> EXERCISE BRIEF: Report how many lines below contain the word "Avenue". Write only that number.

[Saved entries]
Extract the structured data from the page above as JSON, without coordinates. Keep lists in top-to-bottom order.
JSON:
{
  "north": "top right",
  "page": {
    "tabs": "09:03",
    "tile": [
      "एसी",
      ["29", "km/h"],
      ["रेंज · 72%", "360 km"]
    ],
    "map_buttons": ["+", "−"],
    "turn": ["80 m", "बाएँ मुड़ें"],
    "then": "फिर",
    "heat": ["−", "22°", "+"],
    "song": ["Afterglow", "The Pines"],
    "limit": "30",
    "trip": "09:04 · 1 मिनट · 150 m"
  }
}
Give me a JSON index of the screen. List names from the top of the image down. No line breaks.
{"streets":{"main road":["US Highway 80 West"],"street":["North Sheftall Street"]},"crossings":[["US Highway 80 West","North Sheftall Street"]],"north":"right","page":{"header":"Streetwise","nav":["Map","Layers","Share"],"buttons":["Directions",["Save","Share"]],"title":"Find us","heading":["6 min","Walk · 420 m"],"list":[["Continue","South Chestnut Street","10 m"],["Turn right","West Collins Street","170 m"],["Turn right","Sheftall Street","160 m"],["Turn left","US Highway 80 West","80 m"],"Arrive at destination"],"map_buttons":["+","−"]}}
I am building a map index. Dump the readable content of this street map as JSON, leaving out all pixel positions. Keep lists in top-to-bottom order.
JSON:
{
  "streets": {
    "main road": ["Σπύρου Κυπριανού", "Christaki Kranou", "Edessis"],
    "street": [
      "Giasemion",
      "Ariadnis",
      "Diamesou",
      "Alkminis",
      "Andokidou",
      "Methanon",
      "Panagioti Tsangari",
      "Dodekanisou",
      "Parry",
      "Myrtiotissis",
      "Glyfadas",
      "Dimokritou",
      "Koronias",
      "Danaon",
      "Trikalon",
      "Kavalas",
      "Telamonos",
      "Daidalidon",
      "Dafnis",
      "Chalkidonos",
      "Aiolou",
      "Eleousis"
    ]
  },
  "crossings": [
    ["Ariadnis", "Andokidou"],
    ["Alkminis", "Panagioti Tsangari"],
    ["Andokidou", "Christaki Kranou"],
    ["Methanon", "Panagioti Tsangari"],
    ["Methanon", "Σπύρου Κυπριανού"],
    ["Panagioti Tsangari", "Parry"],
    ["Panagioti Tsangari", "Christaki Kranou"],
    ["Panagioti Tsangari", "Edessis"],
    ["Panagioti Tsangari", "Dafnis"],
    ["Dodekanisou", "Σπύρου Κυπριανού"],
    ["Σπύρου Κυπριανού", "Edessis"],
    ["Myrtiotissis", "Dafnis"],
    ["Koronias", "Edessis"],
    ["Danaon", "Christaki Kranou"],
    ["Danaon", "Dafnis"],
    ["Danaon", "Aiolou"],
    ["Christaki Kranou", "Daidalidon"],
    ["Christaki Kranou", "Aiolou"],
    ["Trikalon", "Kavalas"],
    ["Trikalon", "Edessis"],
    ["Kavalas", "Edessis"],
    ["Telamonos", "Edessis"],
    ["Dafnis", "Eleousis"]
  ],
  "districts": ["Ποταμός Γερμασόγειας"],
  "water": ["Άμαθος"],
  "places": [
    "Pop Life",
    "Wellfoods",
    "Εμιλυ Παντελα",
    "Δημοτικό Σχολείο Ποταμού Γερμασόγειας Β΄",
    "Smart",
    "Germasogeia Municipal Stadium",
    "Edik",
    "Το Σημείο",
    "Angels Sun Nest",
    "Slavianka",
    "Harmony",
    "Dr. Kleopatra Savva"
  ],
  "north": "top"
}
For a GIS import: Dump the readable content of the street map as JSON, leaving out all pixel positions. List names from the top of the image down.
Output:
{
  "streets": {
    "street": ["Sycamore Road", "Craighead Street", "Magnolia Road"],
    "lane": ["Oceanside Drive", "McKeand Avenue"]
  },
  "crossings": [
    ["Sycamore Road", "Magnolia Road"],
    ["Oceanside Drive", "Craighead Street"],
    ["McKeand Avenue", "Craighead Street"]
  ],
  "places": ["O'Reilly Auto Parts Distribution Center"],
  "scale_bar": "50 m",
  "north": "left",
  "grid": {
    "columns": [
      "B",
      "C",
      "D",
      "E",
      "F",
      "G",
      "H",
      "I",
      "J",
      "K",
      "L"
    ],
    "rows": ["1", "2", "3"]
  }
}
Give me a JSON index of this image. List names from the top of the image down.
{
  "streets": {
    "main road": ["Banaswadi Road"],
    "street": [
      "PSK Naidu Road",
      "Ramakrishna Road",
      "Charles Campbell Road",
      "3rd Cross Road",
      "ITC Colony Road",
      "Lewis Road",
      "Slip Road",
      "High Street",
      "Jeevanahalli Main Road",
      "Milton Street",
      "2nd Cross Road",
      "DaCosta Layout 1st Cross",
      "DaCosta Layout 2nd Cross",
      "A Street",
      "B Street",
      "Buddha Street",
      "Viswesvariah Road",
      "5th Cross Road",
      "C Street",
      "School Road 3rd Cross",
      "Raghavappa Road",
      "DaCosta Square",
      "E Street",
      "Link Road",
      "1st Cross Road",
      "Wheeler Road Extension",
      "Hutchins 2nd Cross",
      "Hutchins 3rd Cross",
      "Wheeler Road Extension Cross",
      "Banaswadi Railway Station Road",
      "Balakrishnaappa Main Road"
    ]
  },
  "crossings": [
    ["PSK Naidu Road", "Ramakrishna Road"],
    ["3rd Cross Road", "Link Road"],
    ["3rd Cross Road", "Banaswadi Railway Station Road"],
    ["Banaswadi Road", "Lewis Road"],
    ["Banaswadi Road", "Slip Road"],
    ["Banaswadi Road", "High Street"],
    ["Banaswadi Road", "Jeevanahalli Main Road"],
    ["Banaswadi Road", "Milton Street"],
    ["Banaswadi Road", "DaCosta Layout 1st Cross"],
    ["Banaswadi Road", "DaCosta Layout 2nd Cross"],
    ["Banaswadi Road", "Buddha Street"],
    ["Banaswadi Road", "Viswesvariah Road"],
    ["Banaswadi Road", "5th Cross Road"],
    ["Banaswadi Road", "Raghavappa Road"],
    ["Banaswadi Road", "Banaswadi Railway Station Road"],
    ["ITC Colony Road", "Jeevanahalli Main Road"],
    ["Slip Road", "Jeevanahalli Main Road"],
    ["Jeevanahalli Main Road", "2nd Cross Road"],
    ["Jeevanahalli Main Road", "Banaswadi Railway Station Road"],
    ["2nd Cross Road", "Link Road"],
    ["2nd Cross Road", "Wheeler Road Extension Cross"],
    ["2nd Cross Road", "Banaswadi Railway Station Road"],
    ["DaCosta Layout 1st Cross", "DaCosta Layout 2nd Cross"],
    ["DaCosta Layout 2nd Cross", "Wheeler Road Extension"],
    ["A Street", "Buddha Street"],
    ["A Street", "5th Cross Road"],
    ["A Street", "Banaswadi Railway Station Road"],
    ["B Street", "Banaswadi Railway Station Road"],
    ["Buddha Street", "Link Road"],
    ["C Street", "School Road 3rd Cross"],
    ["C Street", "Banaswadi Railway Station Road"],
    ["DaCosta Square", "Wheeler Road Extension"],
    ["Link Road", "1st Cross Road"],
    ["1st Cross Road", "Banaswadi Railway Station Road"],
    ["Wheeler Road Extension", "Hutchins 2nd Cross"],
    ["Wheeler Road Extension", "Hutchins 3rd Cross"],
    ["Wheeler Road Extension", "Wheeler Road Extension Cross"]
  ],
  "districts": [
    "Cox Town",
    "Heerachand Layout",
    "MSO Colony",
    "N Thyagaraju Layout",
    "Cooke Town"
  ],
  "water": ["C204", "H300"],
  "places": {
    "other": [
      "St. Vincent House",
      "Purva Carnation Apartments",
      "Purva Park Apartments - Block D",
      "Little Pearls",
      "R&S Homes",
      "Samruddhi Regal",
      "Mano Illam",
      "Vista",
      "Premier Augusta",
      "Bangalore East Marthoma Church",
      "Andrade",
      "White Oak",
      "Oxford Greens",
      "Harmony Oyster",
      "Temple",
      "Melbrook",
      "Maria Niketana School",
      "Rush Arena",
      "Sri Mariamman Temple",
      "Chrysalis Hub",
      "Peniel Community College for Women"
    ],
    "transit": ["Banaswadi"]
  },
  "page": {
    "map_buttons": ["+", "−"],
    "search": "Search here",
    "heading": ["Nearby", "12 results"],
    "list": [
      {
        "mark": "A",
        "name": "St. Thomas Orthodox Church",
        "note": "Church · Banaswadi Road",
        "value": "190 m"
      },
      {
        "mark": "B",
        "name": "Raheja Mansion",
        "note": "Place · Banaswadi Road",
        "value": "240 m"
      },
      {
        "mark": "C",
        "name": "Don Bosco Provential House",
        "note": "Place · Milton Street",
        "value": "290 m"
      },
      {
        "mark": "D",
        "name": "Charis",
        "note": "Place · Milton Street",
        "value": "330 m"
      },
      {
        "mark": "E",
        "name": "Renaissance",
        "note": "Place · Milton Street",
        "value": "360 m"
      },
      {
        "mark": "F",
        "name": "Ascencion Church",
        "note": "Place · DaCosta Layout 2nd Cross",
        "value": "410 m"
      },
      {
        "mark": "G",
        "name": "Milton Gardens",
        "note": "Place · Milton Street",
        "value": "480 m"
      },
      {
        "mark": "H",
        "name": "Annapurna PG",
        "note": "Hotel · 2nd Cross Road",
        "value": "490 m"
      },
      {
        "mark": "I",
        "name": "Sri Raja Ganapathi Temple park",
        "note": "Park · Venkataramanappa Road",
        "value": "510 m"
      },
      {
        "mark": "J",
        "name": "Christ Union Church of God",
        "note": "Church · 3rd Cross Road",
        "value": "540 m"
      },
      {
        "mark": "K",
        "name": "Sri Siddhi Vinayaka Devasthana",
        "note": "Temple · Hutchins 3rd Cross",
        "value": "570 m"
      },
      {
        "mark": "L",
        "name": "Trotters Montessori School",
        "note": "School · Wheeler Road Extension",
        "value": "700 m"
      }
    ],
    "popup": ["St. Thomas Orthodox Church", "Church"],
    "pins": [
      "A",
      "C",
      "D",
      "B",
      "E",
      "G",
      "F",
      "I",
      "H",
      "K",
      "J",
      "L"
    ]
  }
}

> REPLY TO THE EXERCISE: 2